Auteur Federico García Lorca
Genre Drame
Nb. d'actes Trois actes
Dates d'écriture 1936 - publication 1945
Personnages principaux
Angustias
Magdalena
Bernarda
Martirio
Adela
Maria Josefa
Poncia
Prudencia
Amélia
La servante

La Maison de Bernarda Alba (La casa de Bernarda Alba) est un drame en trois actes de Federico García Lorca, écrit en 1936 et publié de façon posthume en 1945. Dernière œuvre de Lorca, elle est créée à Buenos Aires le et publiée quelques jours plus tard, soit neuf ans après la mort de l'auteur. Elle est également jouée au Festival de Biarritz et au Théâtre de l'Œuvre en 1951, avec des décors et costumes d'Antoni Clavé.

Cette œuvre théâtrale conte l'histoire de Bernarda Alba, femme andalouse de 60 ans, veuve de deux maris, ayant décidé d'observer un deuil très strict de huit ans. Bien que faisant la part belle aux femmes (avec la prédominance de Bernarda et de ses cinq filles), cette œuvre n'en dénonce pas moins le rôle secondaire occupé par la femme dans l'Espagne rurale du début du XXe siècle.

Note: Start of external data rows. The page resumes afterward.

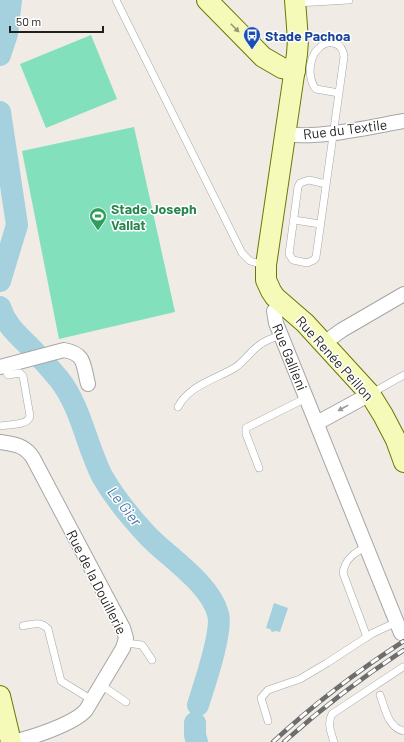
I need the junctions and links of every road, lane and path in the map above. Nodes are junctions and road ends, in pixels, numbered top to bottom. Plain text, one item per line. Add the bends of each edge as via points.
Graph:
1 (116, 0) edge
2 (207, 0) edge
3 (349, 0) edge
4 (295, 2) edge
5 (295, 71) junction
6 (339, 93) junction
7 (404, 121) edge
8 (334, 132) junction
9 (285, 134) junction
10 (326, 184) junction
11 (294, 220) junction
12 (320, 224) junction
13 (266, 265) junction
14 (404, 294) edge
15 (281, 303) junction
16 (280, 335) junction
17 (324, 343) junction
18 (2, 367) edge
19 (404, 375) edge
20 (88, 384) dead end
21 (370, 394) junction
22 (306, 398) junction
23 (178, 406) dead end
24 (317, 423) junction
25 (0, 426) edge
26 (0, 442) edge
27 (404, 462) edge
28 (259, 468) dead end
29 (367, 547) junction
30 (23, 626) dead end
31 (399, 628) joint
32 (367, 636) junction
33 (126, 643) junction
34 (152, 660) dead end
35 (403, 669) edge
36 (101, 685) junction
37 (380, 695) dead end
38 (0, 696) edge
39 (92, 700) junction
40 (126, 702) dead end
41 (268, 721) dead end
42 (404, 731) edge
43 (11, 742) edge
44 (334, 742) edge

1 - 13 lane via 242,253 255,264
2 -> 5 main road via 264,56 282,68
3 - 4 lane
4 - 5 main road, Rue Gallieni via 298,40
5 - 9 main road, Rue Gallieni
6 - 6 lane via 344,51 337,44 323,45 312,60 311,81 316,89
6 - 8 lane
7 - 8 street, Rue du Textile
8 - 9 street, Rue du Textile
8 - 10 lane
9 - 13 main road, Rue Gallieni
10 - 11 lane via 309,180 300,183
10 - 12 lane
11 - 12 lane
11 - 12 lane via 289,254 293,260 307,263 316,257
13 - 15 main road, Rue Gallieni via 268,286
14 - 17 street
15 - 16 street, Rue Gallieni via 275,309 274,316
15 - 17 main road, Rue Renée Peillon
16 - 22 street, Rue Gallieni
16 - 23 lane via 261,344 242,362 188,394
17 - 21 main road, Rue Renée Peillon
18 - 20 street via 64,350 78,354 83,362
18 - 25 lane via 8,375 20,373 23,376 30,416 24,422
19 - 21 lane
21 -> 24 street
21 - 27 main road, Rue Renée Peillon via 396,440
22 - 24 street, Rue Gallieni
22 - 28 lane via 246,428
24 - 29 street, Rue Gallieni
26 - 33 street, Rue de la Douillerie via 25,448 33,458 123,628
29 - 31 street, Rue Gallieni
29 - 32 lane via 350,557 343,573
30 - 39 lane via 46,626 62,680
31 - 32 lane via 379,630
32 - 41 lane via 305,676 264,693 261,702
33 - 34 lane via 142,645
33 - 36 street, Rue de la Douillerie
35 - 44 lane via 332,714 329,725
36 - 39 street, Rue de la Douillerie
36 - 40 lane
37 - 42 lane via 391,723
38 - 43 main road
39 - 43 street, Rue de la Douillerie via 75,719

A la mort de son mari, Bernarda décide que ses filles ne sortiront plus de leur maison pendant huit ans. Ce huis clos se déroule dans l'âpre atmosphère du Sud de l'Espagne où, entre censure et anathème, les femmes sont recluses et l'amour est frappé d'interdit. Jalousie, hargne, désirs et passions s'exacerbent. Un homme hante les rêves des cinq sœurs. Il doit épouser l'aînée mais la plus jeune s'éprend de lui : telle est la bombe qui explose au milieu des rivalités et des frustrations.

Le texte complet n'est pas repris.